PROBLEM STATEMENT:
Show every line of the records below that contains the word "Avenue".

DATASET:
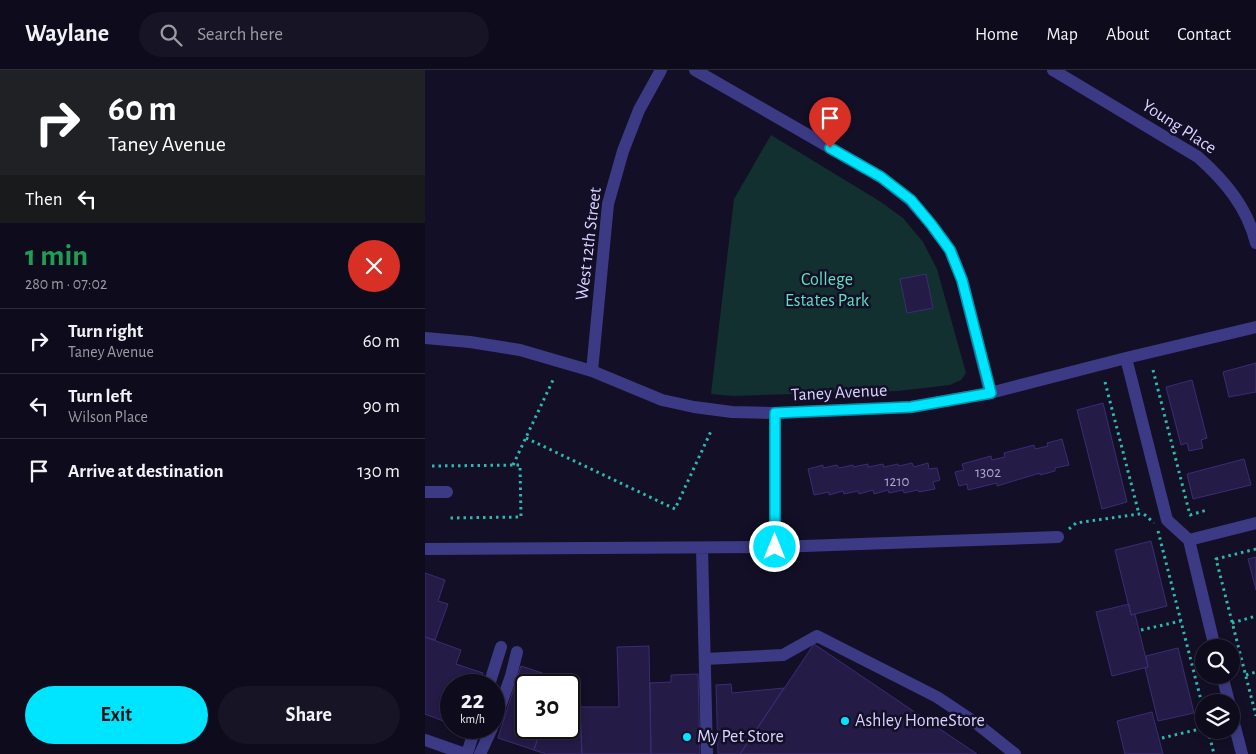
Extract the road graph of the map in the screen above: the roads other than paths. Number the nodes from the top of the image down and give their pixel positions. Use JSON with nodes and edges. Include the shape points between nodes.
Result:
{"nodes":[{"id":1,"x":661,"y":70,"type":"edge"},
{"id":2,"x":695,"y":70,"type":"edge"},
{"id":3,"x":1053,"y":70,"type":"edge"},
{"id":4,"x":1256,"y":243,"type":"edge"},
{"id":5,"x":1256,"y":327,"type":"edge"},
{"id":6,"x":425,"y":338,"type":"edge"},
{"id":7,"x":1126,"y":358,"type":"junction"},
{"id":8,"x":592,"y":371,"type":"junction"},
{"id":9,"x":991,"y":393,"type":"junction"},
{"id":10,"x":775,"y":413,"type":"junction"},
{"id":11,"x":425,"y":492,"type":"edge"},
{"id":12,"x":447,"y":492,"type":"dead end"},
{"id":13,"x":1256,"y":522,"type":"edge"},
{"id":14,"x":1058,"y":537,"type":"road end"},
{"id":15,"x":1189,"y":540,"type":"junction"},
{"id":16,"x":775,"y":547,"type":"junction"},
{"id":17,"x":702,"y":548,"type":"junction"},
{"id":18,"x":425,"y":549,"type":"edge"},
{"id":19,"x":1213,"y":639,"type":"edge"},
{"id":20,"x":501,"y":647,"type":"dead end"},
{"id":21,"x":517,"y":652,"type":"dead end"},
{"id":22,"x":705,"y":659,"type":"junction"},
{"id":23,"x":492,"y":674,"type":"edge"},
{"id":24,"x":505,"y":693,"type":"edge"},
{"id":25,"x":471,"y":739,"type":"edge"},
{"id":26,"x":487,"y":739,"type":"edge"},
{"id":27,"x":1238,"y":739,"type":"edge"},
{"id":28,"x":425,"y":740,"type":"edge"},
{"id":29,"x":466,"y":754,"type":"edge"},
{"id":30,"x":481,"y":754,"type":"edge"},
{"id":31,"x":707,"y":754,"type":"edge"},
{"id":32,"x":1015,"y":754,"type":"edge"},
{"id":33,"x":1242,"y":754,"type":"edge"}],
"edges":[{"from":1,"to":8,"type":"street","name":"West 12th Street","via":[[639,110],[608,204]]},
{"from":2,"to":9,"type":"street","via":[[881,177],[911,200],[950,250],[962,280]]},
{"from":3,"to":4,"type":"street","name":"Young Place","via":[[1199,157],[1231,190],[1253,229]]},
{"from":5,"to":7,"type":"street","name":"Taney Avenue"},
{"from":6,"to":8,"type":"street","name":"Taney Avenue","via":[[519,350]]},
{"from":7,"to":9,"type":"street","name":"Taney Avenue"},
{"from":7,"to":15,"type":"street","via":[[1167,520]]},
{"from":8,"to":10,"type":"street","name":"Taney Avenue","via":[[662,400],[732,412]]},
{"from":9,"to":10,"type":"street","name":"Taney Avenue","via":[[911,407]]},
{"from":10,"to":16,"type":"street"},
{"from":11,"to":12,"type":"street"},
{"from":13,"to":15,"type":"street"},
{"from":14,"to":16,"type":"street"},
{"from":15,"to":19,"type":"street"},
{"from":16,"to":17,"type":"street"},
{"from":17,"to":18,"type":"street"},
{"from":17,"to":22,"type":"street"},
{"from":20,"to":23,"type":"street"},
{"from":21,"to":24,"type":"street"},
{"from":22,"to":31,"type":"street"},
{"from":22,"to":32,"type":"street","via":[[783,655],[817,636],[937,697]]},
{"from":25,"to":29,"type":"street"},
{"from":26,"to":30,"type":"street"},
{"from":27,"to":33,"type":"street"},
{"from":28,"to":29,"type":"street"}]}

PROBLEM SOLUTION:
{"from":5,"to":7,"type":"street","name":"Taney Avenue"},
{"from":6,"to":8,"type":"street","name":"Taney Avenue","via":[[519,350]]},
{"from":7,"to":9,"type":"street","name":"Taney Avenue"},
{"from":8,"to":10,"type":"street","name":"Taney Avenue","via":[[662,400],[732,412]]},
{"from":9,"to":10,"type":"street","name":"Taney Avenue","via":[[911,407]]},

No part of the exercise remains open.